As you know I love Yashica cameras, the TLRs are usually out of my price range. I have never seen one in a junk bin…until now. Even then it was still $40, a bit of a risk considering its state. This one seemed to be the A2 version, there are many versions of the Yashicaflex. The A2 was released in 1956 and can be identified by the red window at the back. It has a Yashimar 80mm f3.5 lens with shutter speeds from 1 – 1/400 including B. The speed and aperture are set by levers on the lens, there is no meter, and the film is manually advanced by using the red film window. It takes 6×6 images.

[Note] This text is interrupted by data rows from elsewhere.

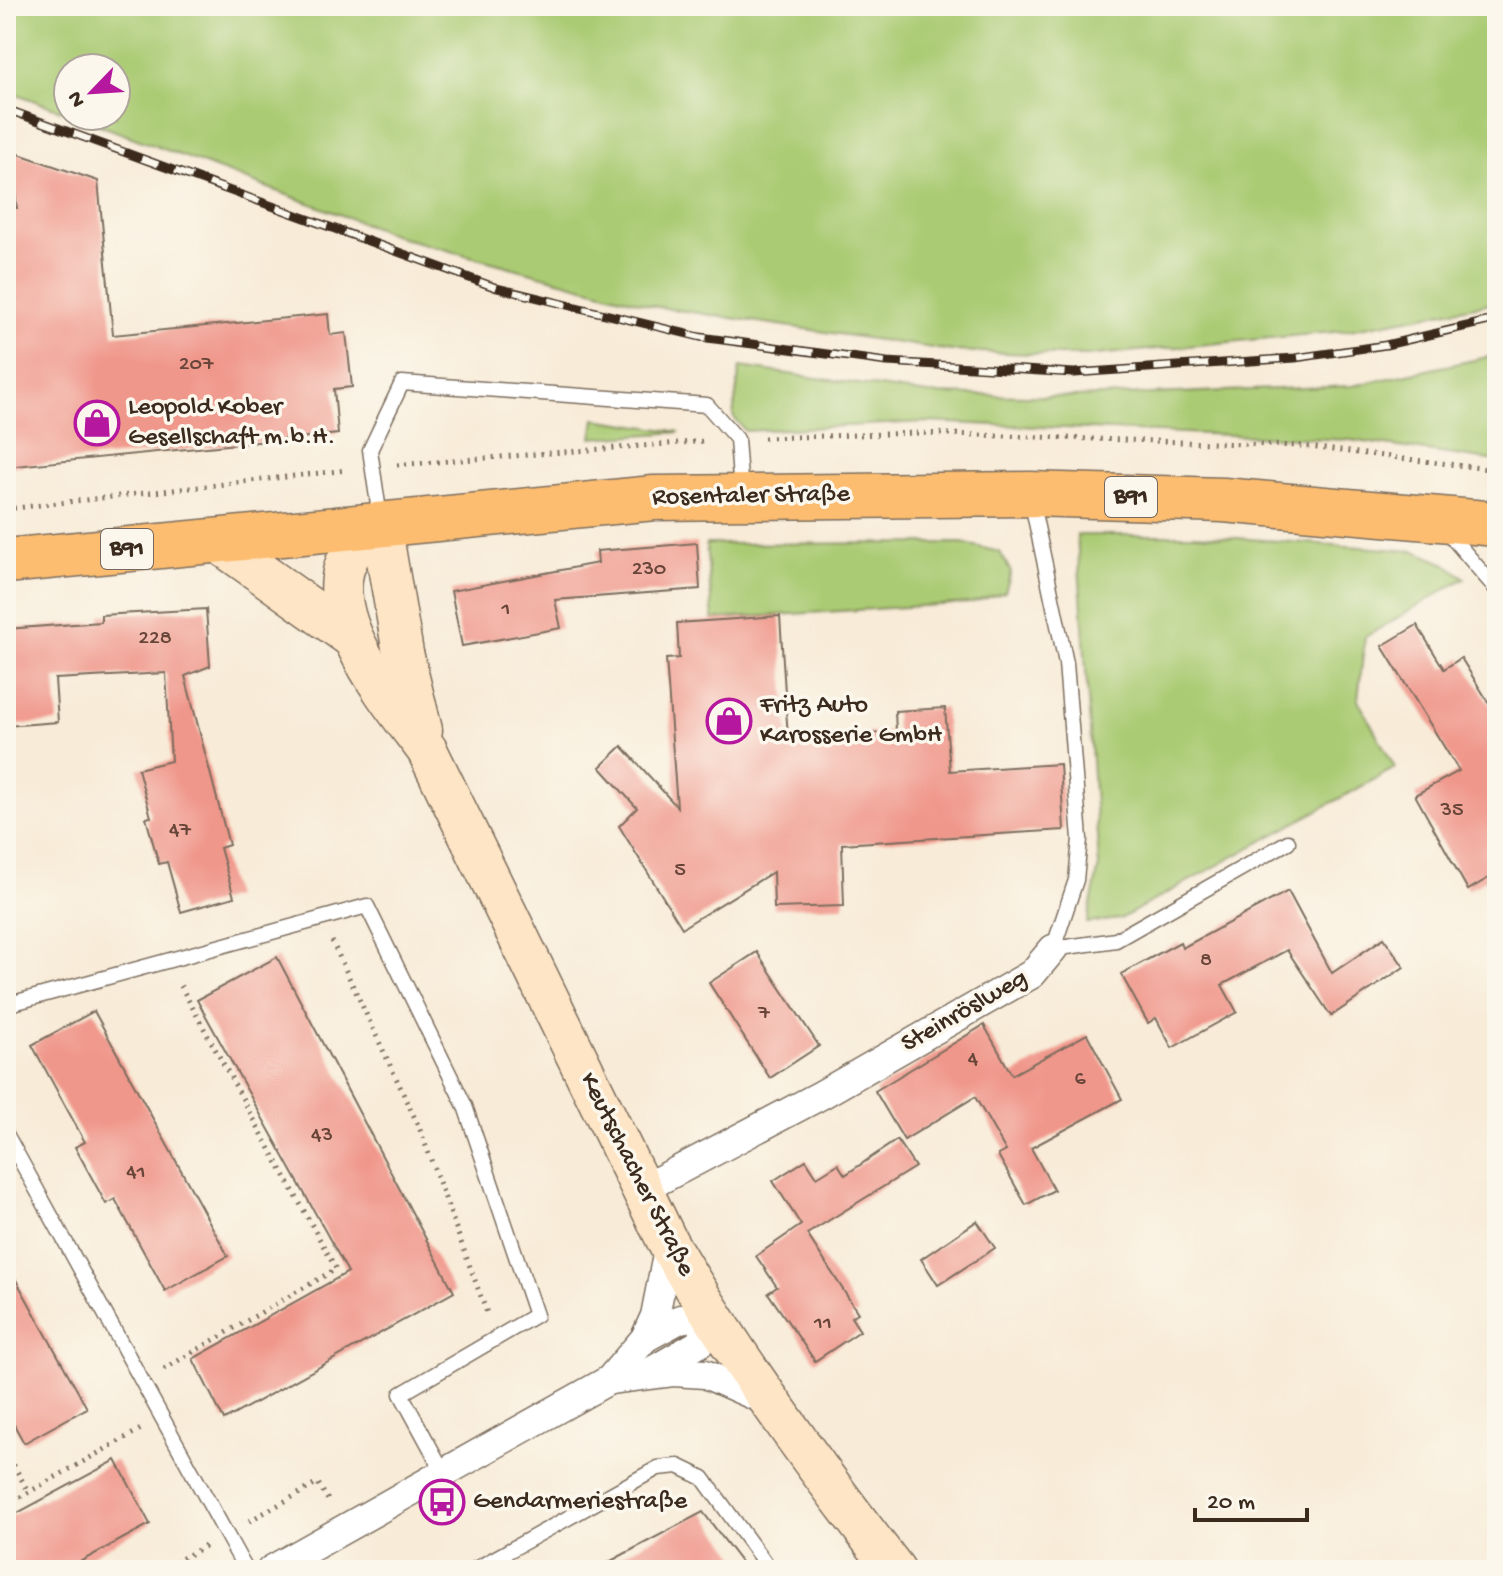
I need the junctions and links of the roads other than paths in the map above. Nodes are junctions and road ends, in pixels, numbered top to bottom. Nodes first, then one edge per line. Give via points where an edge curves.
1 (1030, 494) junction
2 (741, 497) junction
3 (1434, 516) junction
4 (1497, 524) edge
5 (381, 525) junction
6 (215, 540) junction
7 (6, 561) edge
8 (1497, 590) edge
9 (351, 637) junction
10 (427, 750) junction
11 (1288, 842) dead end
12 (1053, 949) junction
13 (6, 1005) edge
14 (6, 1134) edge
15 (641, 1190) junction
16 (669, 1245) junction
17 (710, 1314) junction
18 (645, 1338) junction
19 (642, 1376) junction
20 (609, 1380) junction
21 (769, 1402) junction
22 (444, 1473) junction
23 (246, 1570) edge
24 (271, 1570) edge
25 (474, 1570) edge
26 (770, 1570) edge
27 (895, 1570) edge

1 - 2 main road, Rosentaler Straße / B91
1 - 3 main road, Rosentaler Straße / B91 via 1223,500
1 - 12 lane via 1066,663 1080,839 1076,880
2 - 5 main road, Rosentaler Straße / B91 via 654,498
2 - 5 lane via 737,439 707,405 402,383 370,450
3 - 4 main road, Rosentaler Straße / B91
3 - 8 lane
5 - 6 main road, Rosentaler Straße / B91
5 - 9 main road via 353,551 342,582
5 - 10 main road via 403,653
6 - 7 main road, Rosentaler Straße / B91
6 - 9 main road
9 - 10 main road
10 - 15 main road, Keutschacher Straße
11 - 12 lane, Steinröslweg via 1116,940
12 - 15 street, Steinröslweg via 1032,974
13 - 22 lane via 367,906 465,1106 536,1315 401,1394
14 - 23 lane
15 - 16 main road, Keutschacher Straße
16 - 17 main road, Keutschacher Straße
16 - 18 street via 655,1316
17 - 18 street via 680,1319
17 - 19 street via 700,1343
17 - 21 main road, Keutschacher Straße
18 - 20 street
19 - 20 street
19 - 21 street via 705,1374
20 - 22 street
21 - 27 main road, Keutschacher Straße
22 - 24 street
25 - 26 lane via 658,1468 678,1466 703,1478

When I picked this one up I realised the plate that pushes out the magnifier had been jammed over the focusing plate. That seemed like an easy fix, but did the rest of the camera function as it should. Was the lens clean? How was the actual focusing screen, was it damaged under the plate? How was the shutter?
First things first, removing the hood and yanking the plate into the right position.
I unscrewed the top off and then used a dentist hook and brute force. One of the screws disintegrated and the skin fell apart on touch. Once the top was off I could see the mirror and it was in a terrible state, you could barely see in it. If everything else did work I might be tempted to buy or learn how to make a replacement.
Ok, so once I put it all back together I super glued the plate in place permanently. As the spring was missing the plate would not stay up and made focusing impossible. It could also mean the same issue might happen again. I could get the magnifier out with my fingers, so no biggy.
Then I loaded a film and walked around my local area. Did it work?
YES!!! Ok, I need to mix new chemicals, but the camera worked!! Gosh, the things this camera must have seen in its 60 years.
Ok so now for the skin. It is now my camera and I can do with it as I will….Sunflowers!
Keep or sell: Mine! It has sunflowers 🙂
4 thoughts on “Yashica Yashicaflex A2”
What do you make your skin’s from, and what do use to stick em down?
Actually stick uhu glue works quite well, as you can slide it around. I did use proper skinning glue for a while, but it stuck too quickly. I get cut off material that is used to make bags mostly. In Tokyo there is a place called Nippori that is a fabric mecca. I get anything I fancy, including leather for about £1-5 for small sheets.